When Doves were booked to perform on the same day that England launched their 2010 World Cup bid, someone at The Forestry Commission was playing with fire. That said, while the rest of the nation screamed at Robert Green for his one ugly moment, a small pocket of England’s green and pleasant land witnessed something beautiful.
It’s a testament to Doves that so many traipsed into Thetford Forest on June 12th. 3,500 may not have been the sell-out crowd that Simply Red bored the day before, but it was certainly a respectable figure given the national circumstances.
The audience was surprising in itself. Ear-muffed toddlers, George Cross-clad teenagers and even mobility-scootered pensioners all bathed in blissful ignorance of England’s shenanigans amid a grandstand of collapsible chairs, coolboxes and tartan blankets.
Essentially, everyone was in the middle of a wood for the trees. A member of the Forestry Commission climbed onstage to remind everyone exactly where their money was going. The cycle paths and so on were all expected benefit. It made for a pleasant change from the usual profiteering lapped up by most fat cat promoters.
Humility made way for The Cheek –an energetic five-piece from nearby Woodbridge. They announced themselves by playing a blustering set before looking rather hot. A number of young girls in the front row certainly thought so anyway.
A band that can’t be accused of boisterousness is Cherry Ghost. Simon Aldred’s melancholic compositions have a soothing way about them and each one beautifully complemented the surroundings. Several mature women behind me were left swooning over their Lambruscos.
A little after quarter past nine, Doves ambled onstage. The sun had just slipped below the tree line leaving a single star in the sky. It remained a focal point for the rest of the evening.
The fact is, Doves don’t thrive on spectacle. You won’t see Jimi Goodwin swinging a chainsaw above his head shouting obscenities at the Devil. But that’s what makes Doves all the more remarkable. Songs like set opener, Jetstream, have not been composed to be accompanied by fire-eating dancers and women wearing telephone hats. Like most Doves offerings, it’s an epic, multi-layered journey that’s designed to be listened to –and when delivered live, it’s utterly mesmerising.
Doves, themselves, seemed enthralled with Thetford’s response. Push Me On did just that –coaxing out every inhibition and cranking up the electricity in the process. It culminated in Goodwin blowing the order of the set by announcing the wrong song. Never mind, Pounding would just have to do.
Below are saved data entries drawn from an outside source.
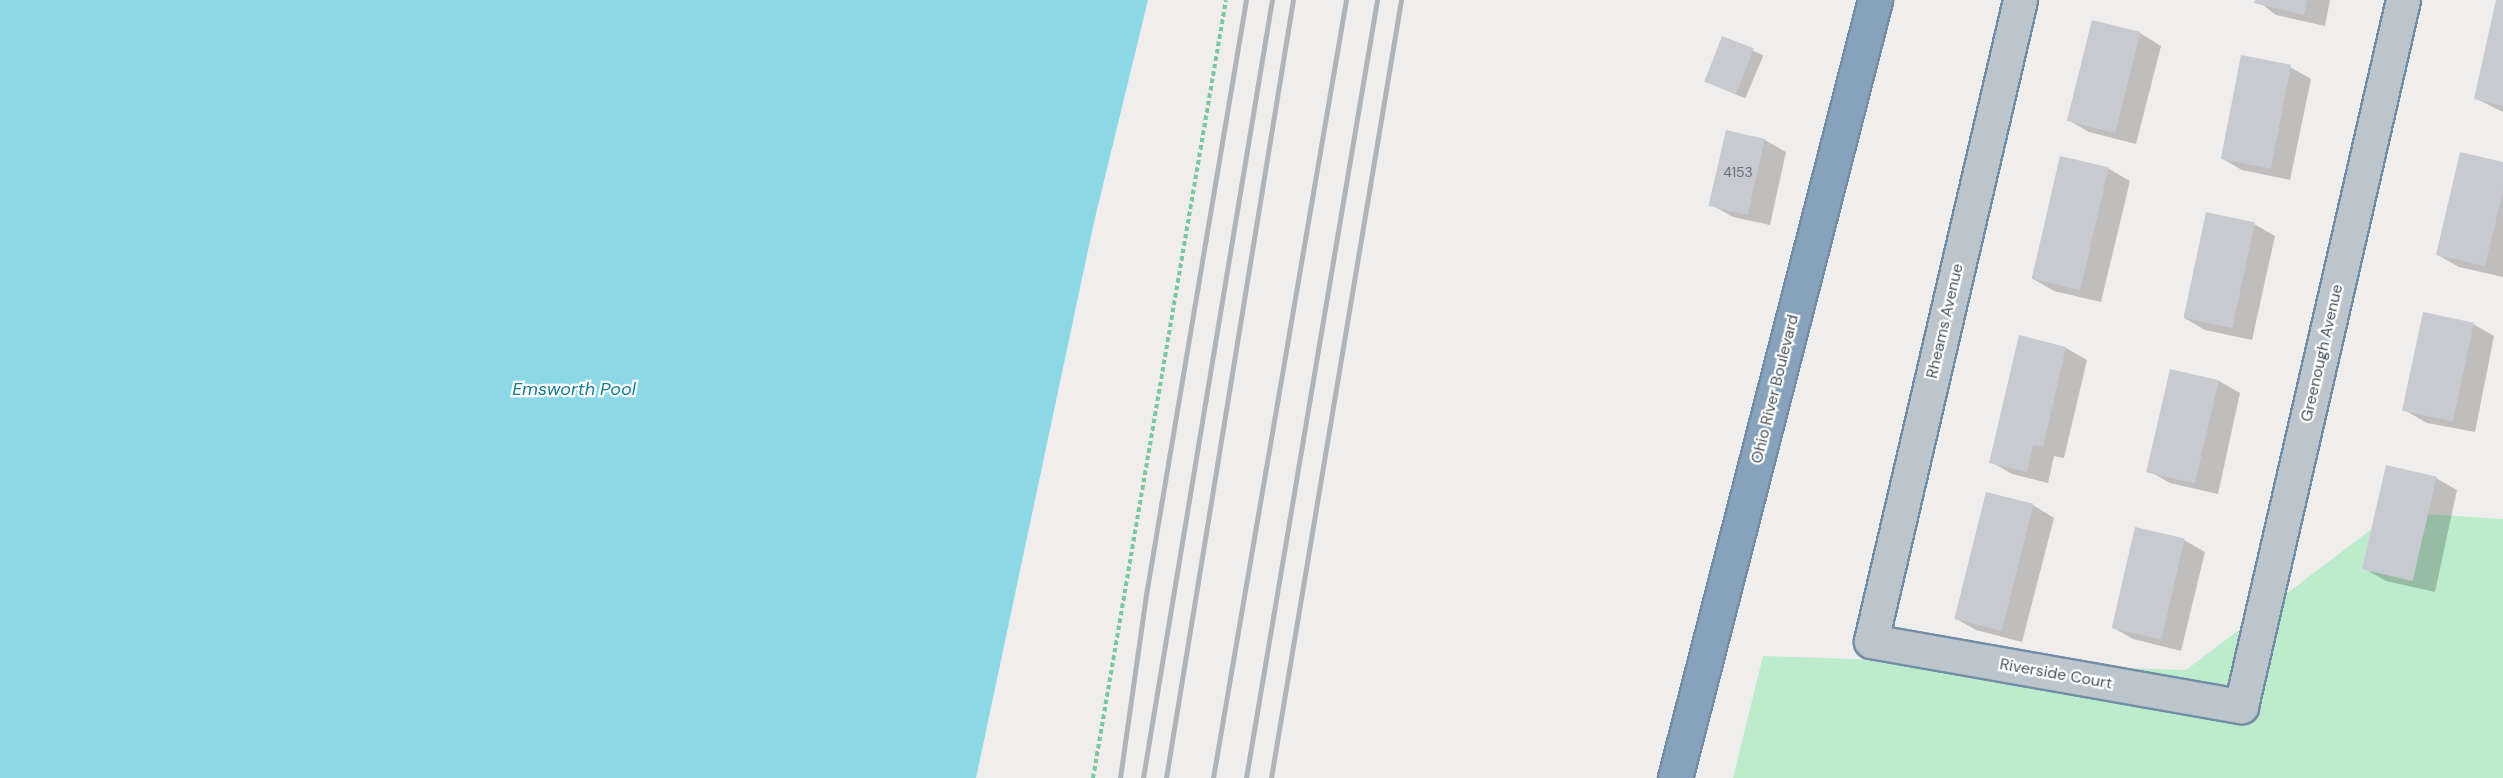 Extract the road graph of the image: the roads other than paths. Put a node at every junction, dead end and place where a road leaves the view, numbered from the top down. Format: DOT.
graph roads {
  1 [pos="1875,0"];
  2 [pos="2020,0"];
  3 [pos="2403,0"];
  4 [pos="1871,641"];
  5 [pos="2241,706"];
  6 [pos="1675,778"];
  1 -- 6 [label="highway, Ohio River Boulevard"];
  2 -- 4 [label="street, Rheams Avenue"];
  3 -- 5 [label="street, Greenough Avenue"];
  4 -- 5 [label="street, Riverside Court"];
}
And it did –pulsatingly so.
They hurtled through The Places Between, performing a majestic version of Snowden and then painting vivid colours with the sound of Black and White Town, before whipping up a carnival atmosphere to the samba explosion of There Goes the Fear. Yet it’s a certain Spaceface that most fans would consider the evening’s crowning glory.
Written when Doves were not Doves, Spaceface is a 90s dance track that’s crossed a wide divide and landed on Planet Rock. Usually played for appreciative audiences, the track leaves Thetford Forest bouncing. Even the mature ladies didn’t care as they spilt their Lambruscos all over the Norfolk grass.
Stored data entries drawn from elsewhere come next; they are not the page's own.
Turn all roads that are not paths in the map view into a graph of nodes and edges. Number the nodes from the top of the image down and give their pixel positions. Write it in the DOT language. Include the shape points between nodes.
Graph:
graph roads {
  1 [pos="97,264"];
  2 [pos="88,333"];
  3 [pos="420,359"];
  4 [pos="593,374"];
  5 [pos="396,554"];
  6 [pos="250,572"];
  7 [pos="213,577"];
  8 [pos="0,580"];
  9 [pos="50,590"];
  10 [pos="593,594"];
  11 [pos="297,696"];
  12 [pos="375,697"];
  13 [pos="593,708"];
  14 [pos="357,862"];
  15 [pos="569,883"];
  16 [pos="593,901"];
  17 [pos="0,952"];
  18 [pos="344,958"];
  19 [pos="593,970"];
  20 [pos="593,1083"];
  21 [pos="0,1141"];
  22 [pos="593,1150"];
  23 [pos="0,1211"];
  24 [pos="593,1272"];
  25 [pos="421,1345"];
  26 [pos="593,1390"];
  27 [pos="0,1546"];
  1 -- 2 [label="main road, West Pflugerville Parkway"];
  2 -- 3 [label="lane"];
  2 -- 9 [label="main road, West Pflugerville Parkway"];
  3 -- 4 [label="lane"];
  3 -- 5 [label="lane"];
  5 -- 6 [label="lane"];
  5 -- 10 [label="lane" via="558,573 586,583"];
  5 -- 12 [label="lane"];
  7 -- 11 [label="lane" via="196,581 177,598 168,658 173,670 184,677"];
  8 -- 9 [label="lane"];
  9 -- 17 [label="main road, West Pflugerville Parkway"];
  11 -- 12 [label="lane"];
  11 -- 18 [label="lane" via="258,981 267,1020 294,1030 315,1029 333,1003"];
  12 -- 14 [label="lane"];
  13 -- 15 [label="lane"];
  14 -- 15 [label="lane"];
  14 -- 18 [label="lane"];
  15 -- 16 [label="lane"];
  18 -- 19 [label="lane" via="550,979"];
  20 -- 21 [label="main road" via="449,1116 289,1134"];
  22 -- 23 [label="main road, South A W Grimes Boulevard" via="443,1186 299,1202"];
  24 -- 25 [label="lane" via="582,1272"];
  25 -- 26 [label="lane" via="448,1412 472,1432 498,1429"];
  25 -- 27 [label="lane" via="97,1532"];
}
There was one more beautiful moment to come, however. Creating their own mini-moshpit next to me was a family. I was struck by the youngest child who waved his arms and nodded his head in approval at every song. When I congratulated the parents for having such a ‘with it’ son, it transpired that I was standing next our very own ‘richtdev’ and the ‘tdev’ family.
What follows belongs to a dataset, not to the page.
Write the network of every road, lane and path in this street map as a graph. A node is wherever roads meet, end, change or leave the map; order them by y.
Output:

Who needs England when you’ve got beautiful moments like that?
Review:Bury Free Press
It must have been a tough task to bring fans out on the night of England’s first World Cup match, but Doves were greeted by an enthusiastic audience at Thetford Forest’s High Lodge yesterday.The forest setting proved a perfect backdrop to the group’s brand of epic rock, with lead singer Jimi Goodwin pointing out a lone star in the clear skies above –and even dedicating a song to it at one point during their set.
The Mancunians were on fine form, showcasing their hits as well as some of their lesser-known numbers with an easy stage presence that showed they were in their element.
With a raft of atmospheric songs offset by Goodwin’s honey-toned vocals, on the surface many of their tracks had a downbeat feel, but there was an underlying euphoria that had the crowd singing and dancing throughout.
Any spirits dampened by England’s disappointing result were sure to have been uplifted by the end of the night.